Your task — Images in the data are to be skipped, while every line is restated exactly as written.

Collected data
○ ○ ○ ○ ○ ○ ○
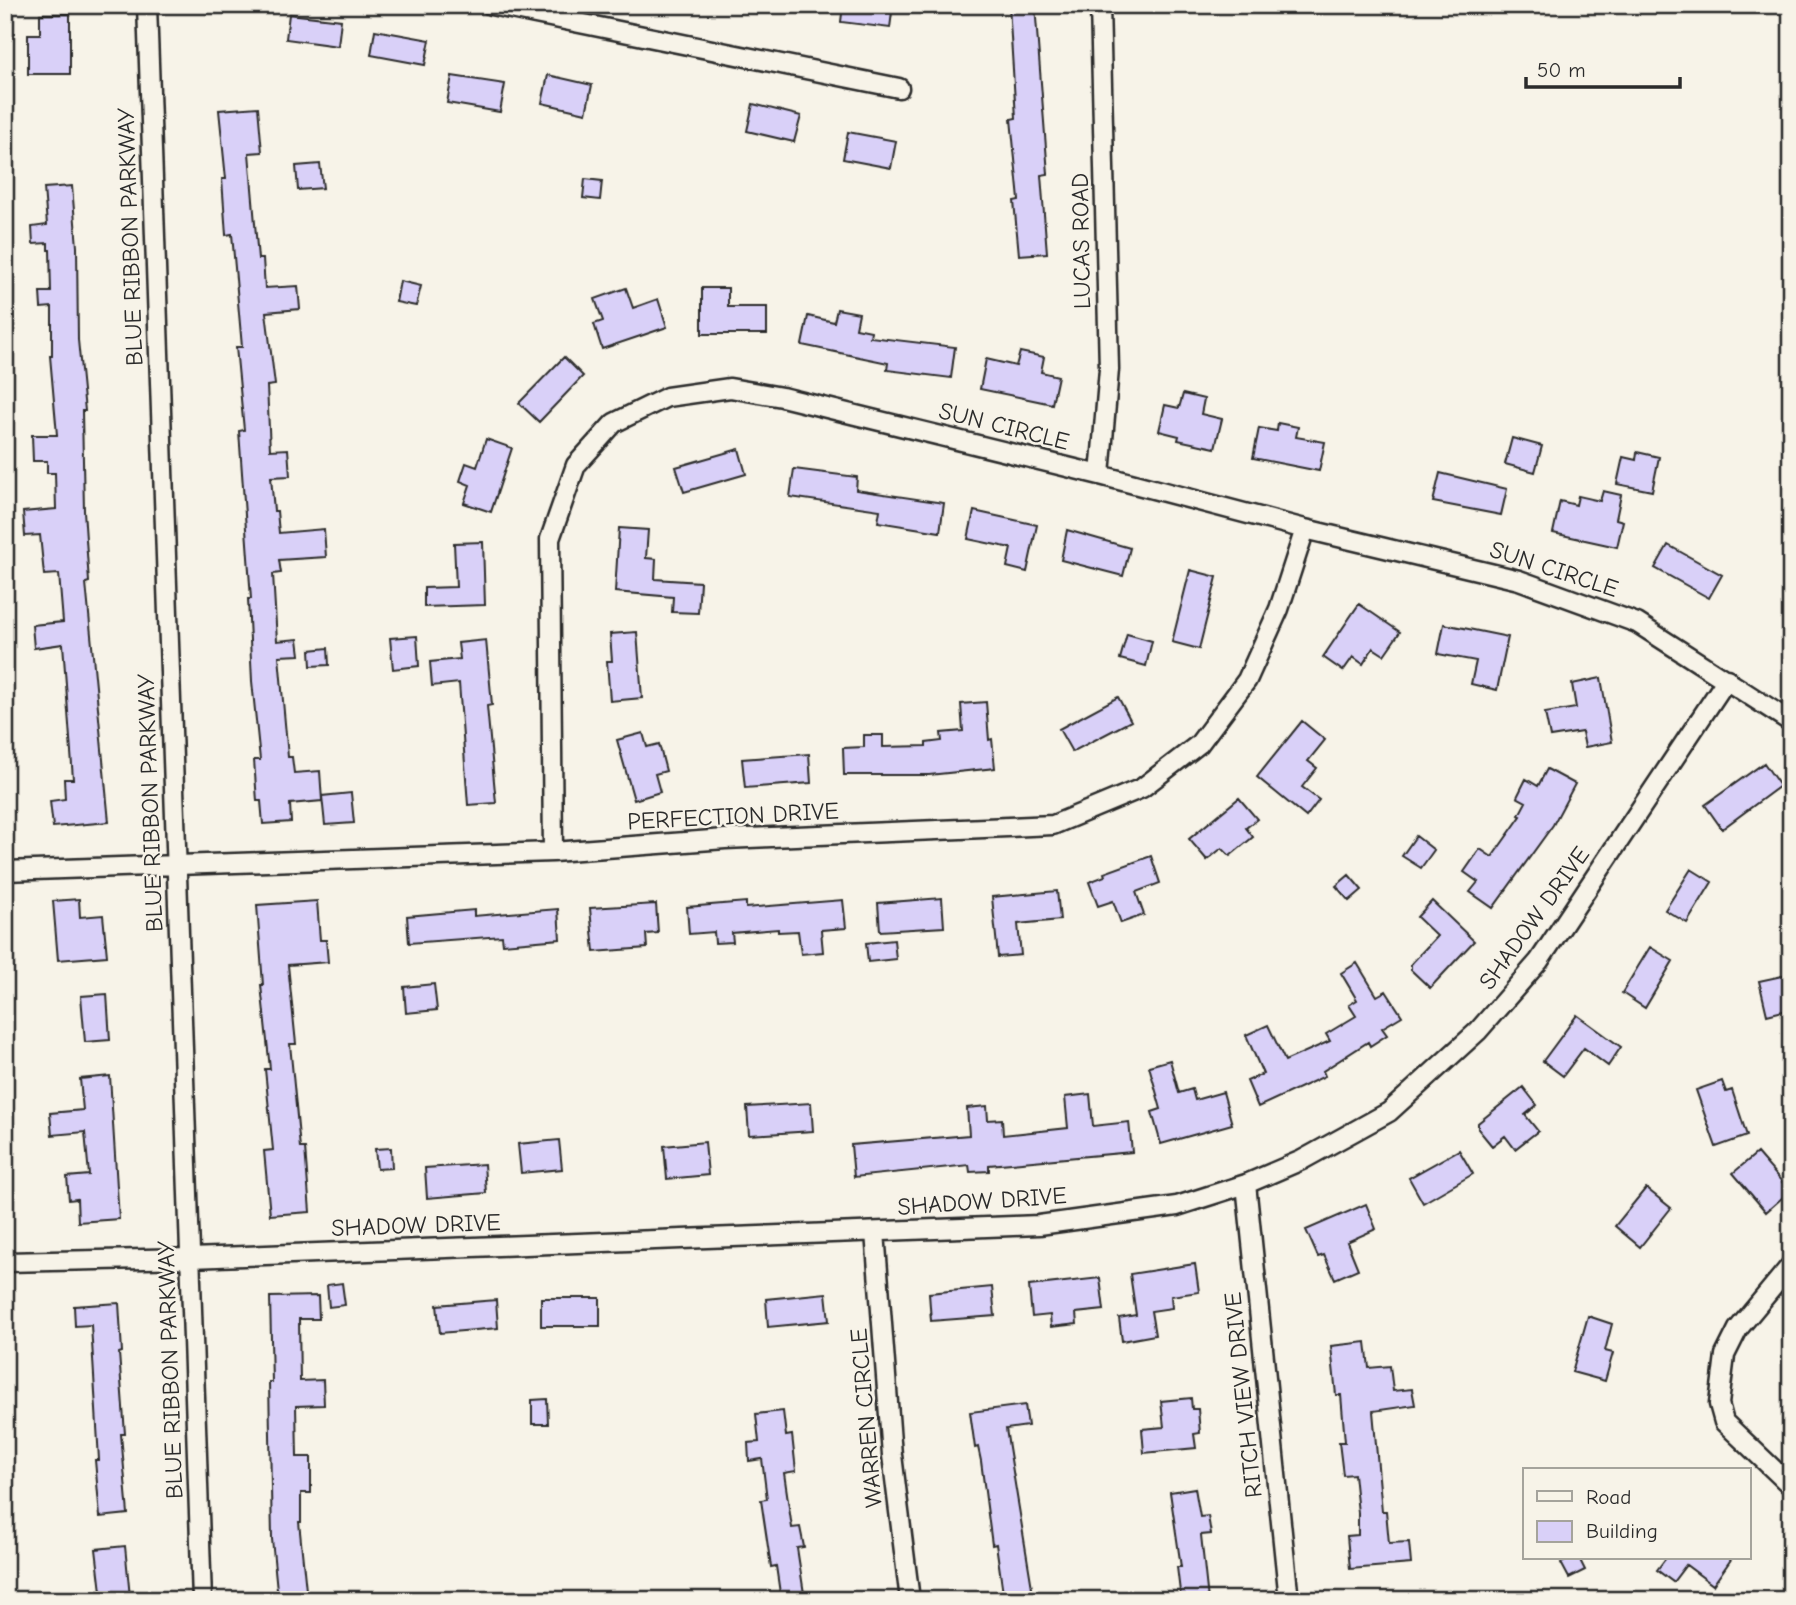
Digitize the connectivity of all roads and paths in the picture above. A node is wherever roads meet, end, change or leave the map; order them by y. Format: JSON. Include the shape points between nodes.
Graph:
{"nodes":[{"id":1,"x":147,"y":5,"type":"edge"},
{"id":2,"x":491,"y":5,"type":"edge"},
{"id":3,"x":1100,"y":5,"type":"edge"},
{"id":4,"x":900,"y":88,"type":"dead end"},
{"id":5,"x":1100,"y":475,"type":"junction"},
{"id":6,"x":1305,"y":529,"type":"junction"},
{"id":7,"x":1727,"y":679,"type":"junction"},
{"id":8,"x":1791,"y":722,"type":"edge"},
{"id":9,"x":553,"y":852,"type":"junction"},
{"id":10,"x":176,"y":864,"type":"junction"},
{"id":11,"x":5,"y":871,"type":"edge"},
{"id":12,"x":1246,"y":1184,"type":"junction"},
{"id":13,"x":875,"y":1231,"type":"junction"},
{"id":14,"x":191,"y":1258,"type":"junction"},
{"id":15,"x":5,"y":1262,"type":"edge"},
{"id":16,"x":1791,"y":1265,"type":"edge"},
{"id":17,"x":1791,"y":1486,"type":"edge"},
{"id":18,"x":202,"y":1600,"type":"edge"},
{"id":19,"x":910,"y":1600,"type":"edge"},
{"id":20,"x":1289,"y":1600,"type":"edge"}],
"edges":[{"from":1,"to":10,"type":"street","name":"BLUE RIBBON PARKWAY"},
{"from":2,"to":4,"type":"street"},
{"from":3,"to":5,"type":"street","name":"LUCAS ROAD","via":[[1109,369]]},
{"from":5,"to":6,"type":"street","name":"SUN CIRCLE"},
{"from":5,"to":9,"type":"street","name":"SUN CIRCLE","via":[[730,388],[667,397],[614,423],[576,465],[551,539]]},
{"from":6,"to":7,"type":"street","name":"SUN CIRCLE","via":[[1519,580],[1637,622]]},
{"from":6,"to":9,"type":"street","name":"PERFECTION DRIVE","via":[[1279,609],[1247,680],[1199,744],[1142,788],[1053,825],[725,839]]},
{"from":7,"to":8,"type":"street","name":"SUN CIRCLE"},
{"from":7,"to":12,"type":"street","name":"SHADOW DRIVE","via":[[1539,961],[1478,1031],[1389,1112],[1302,1160]]},
{"from":9,"to":10,"type":"street","name":"PERFECTION DRIVE"},
{"from":10,"to":11,"type":"street","name":"PERFECTION DRIVE"},
{"from":10,"to":14,"type":"street","name":"BLUE RIBBON PARKWAY"},
{"from":12,"to":13,"type":"street","name":"SHADOW DRIVE","via":[[1177,1206],[1039,1225]]},
{"from":12,"to":20,"type":"street","name":"RITCH VIEW DRIVE"},
{"from":13,"to":14,"type":"street","name":"SHADOW DRIVE"},
{"from":13,"to":19,"type":"street","name":"WARREN CIRCLE","via":[[892,1455]]},
{"from":14,"to":15,"type":"street","name":"SHADOW DRIVE"},
{"from":14,"to":18,"type":"street","name":"BLUE RIBBON PARKWAY"},
{"from":16,"to":17,"type":"street","via":[[1738,1329],[1725,1355],[1719,1404],[1724,1422]]}]}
○ ○ ○ ○ ○ ○ ○
Response to the exercise —
Digitize the connectivity of all roads and paths in the picture above. A node is wherever roads meet, end, change or leave the map; order them by y. Format: JSON. Include the shape points between nodes.
Graph:
{"nodes":[{"id":1,"x":147,"y":5,"type":"edge"},
{"id":2,"x":491,"y":5,"type":"edge"},
{"id":3,"x":1100,"y":5,"type":"edge"},
{"id":4,"x":900,"y":88,"type":"dead end"},
{"id":5,"x":1100,"y":475,"type":"junction"},
{"id":6,"x":1305,"y":529,"type":"junction"},
{"id":7,"x":1727,"y":679,"type":"junction"},
{"id":8,"x":1791,"y":722,"type":"edge"},
{"id":9,"x":553,"y":852,"type":"junction"},
{"id":10,"x":176,"y":864,"type":"junction"},
{"id":11,"x":5,"y":871,"type":"edge"},
{"id":12,"x":1246,"y":1184,"type":"junction"},
{"id":13,"x":875,"y":1231,"type":"junction"},
{"id":14,"x":191,"y":1258,"type":"junction"},
{"id":15,"x":5,"y":1262,"type":"edge"},
{"id":16,"x":1791,"y":1265,"type":"edge"},
{"id":17,"x":1791,"y":1486,"type":"edge"},
{"id":18,"x":202,"y":1600,"type":"edge"},
{"id":19,"x":910,"y":1600,"type":"edge"},
{"id":20,"x":1289,"y":1600,"type":"edge"}],
"edges":[{"from":1,"to":10,"type":"street","name":"BLUE RIBBON PARKWAY"},
{"from":2,"to":4,"type":"street"},
{"from":3,"to":5,"type":"street","name":"LUCAS ROAD","via":[[1109,369]]},
{"from":5,"to":6,"type":"street","name":"SUN CIRCLE"},
{"from":5,"to":9,"type":"street","name":"SUN CIRCLE","via":[[730,388],[667,397],[614,423],[576,465],[551,539]]},
{"from":6,"to":7,"type":"street","name":"SUN CIRCLE","via":[[1519,580],[1637,622]]},
{"from":6,"to":9,"type":"street","name":"PERFECTION DRIVE","via":[[1279,609],[1247,680],[1199,744],[1142,788],[1053,825],[725,839]]},
{"from":7,"to":8,"type":"street","name":"SUN CIRCLE"},
{"from":7,"to":12,"type":"street","name":"SHADOW DRIVE","via":[[1539,961],[1478,1031],[1389,1112],[1302,1160]]},
{"from":9,"to":10,"type":"street","name":"PERFECTION DRIVE"},
{"from":10,"to":11,"type":"street","name":"PERFECTION DRIVE"},
{"from":10,"to":14,"type":"street","name":"BLUE RIBBON PARKWAY"},
{"from":12,"to":13,"type":"street","name":"SHADOW DRIVE","via":[[1177,1206],[1039,1225]]},
{"from":12,"to":20,"type":"street","name":"RITCH VIEW DRIVE"},
{"from":13,"to":14,"type":"street","name":"SHADOW DRIVE"},
{"from":13,"to":19,"type":"street","name":"WARREN CIRCLE","via":[[892,1455]]},
{"from":14,"to":15,"type":"street","name":"SHADOW DRIVE"},
{"from":14,"to":18,"type":"street","name":"BLUE RIBBON PARKWAY"},
{"from":16,"to":17,"type":"street","via":[[1738,1329],[1725,1355],[1719,1404],[1724,1422]]}]}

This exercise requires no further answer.